**Requirement**
Of the lines below, report only those that contain "hand".

** Records for processing follows **

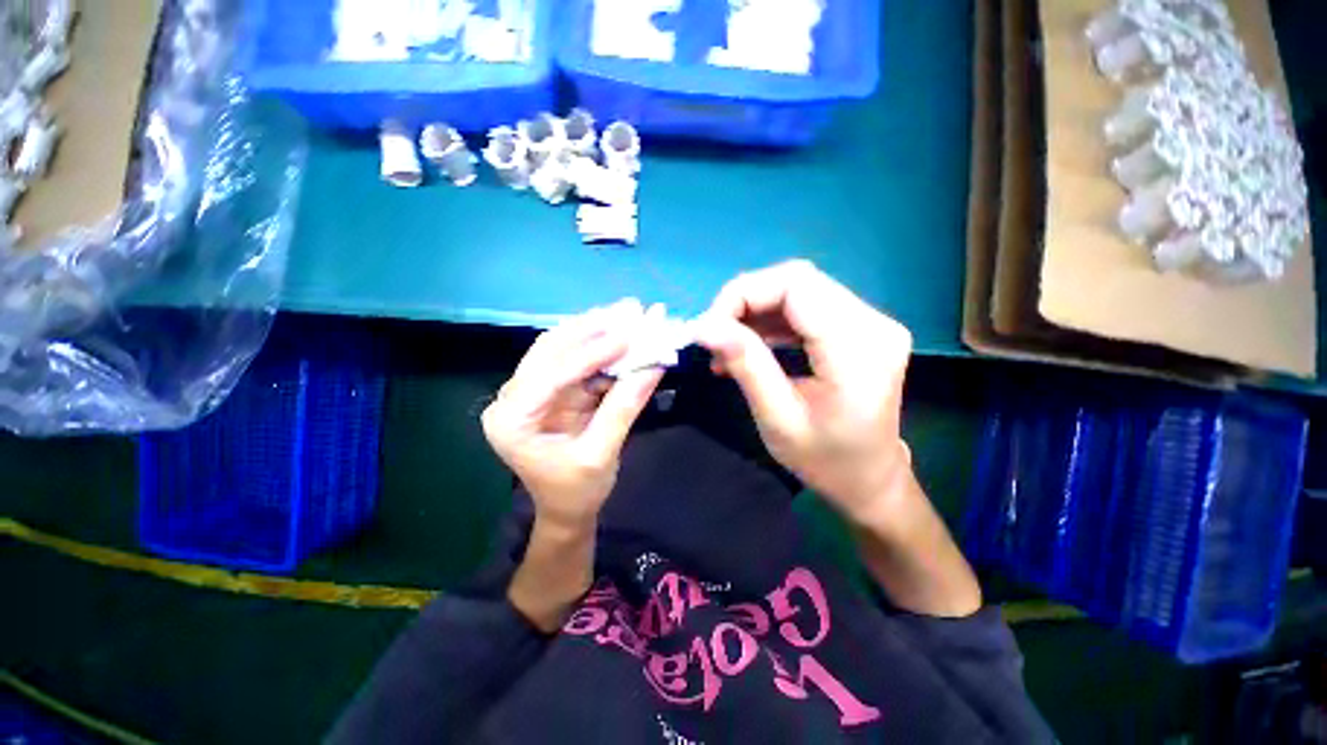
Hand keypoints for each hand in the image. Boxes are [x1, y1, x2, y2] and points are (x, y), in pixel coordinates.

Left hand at [482, 300, 663, 531]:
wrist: (568, 508)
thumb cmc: (577, 491)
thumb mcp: (600, 455)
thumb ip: (623, 409)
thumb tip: (653, 367)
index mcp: (511, 419)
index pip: (551, 374)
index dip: (592, 352)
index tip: (627, 335)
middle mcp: (514, 396)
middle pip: (552, 349)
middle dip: (593, 328)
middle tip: (630, 308)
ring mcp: (533, 389)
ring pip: (563, 346)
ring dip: (597, 329)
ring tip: (628, 311)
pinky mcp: (554, 388)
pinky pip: (577, 359)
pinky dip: (601, 346)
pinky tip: (622, 332)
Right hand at [694, 260, 913, 524]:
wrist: (872, 480)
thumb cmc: (826, 461)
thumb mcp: (778, 419)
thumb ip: (746, 365)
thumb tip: (704, 326)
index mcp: (858, 350)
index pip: (796, 285)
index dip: (744, 294)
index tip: (709, 326)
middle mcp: (873, 324)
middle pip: (798, 281)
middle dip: (745, 301)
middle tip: (715, 335)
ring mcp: (871, 323)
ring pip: (799, 291)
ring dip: (755, 312)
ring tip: (727, 347)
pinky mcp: (860, 329)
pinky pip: (807, 308)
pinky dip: (771, 321)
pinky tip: (749, 345)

** End of Records for processing **

**Exercise answer**
Hand keypoints for each hand in the image. Boxes are [x1, y1, x2, y2] and points are (x, y), in pixel coordinates.
Left hand at [482, 300, 663, 531]:
Right hand at [694, 260, 913, 524]:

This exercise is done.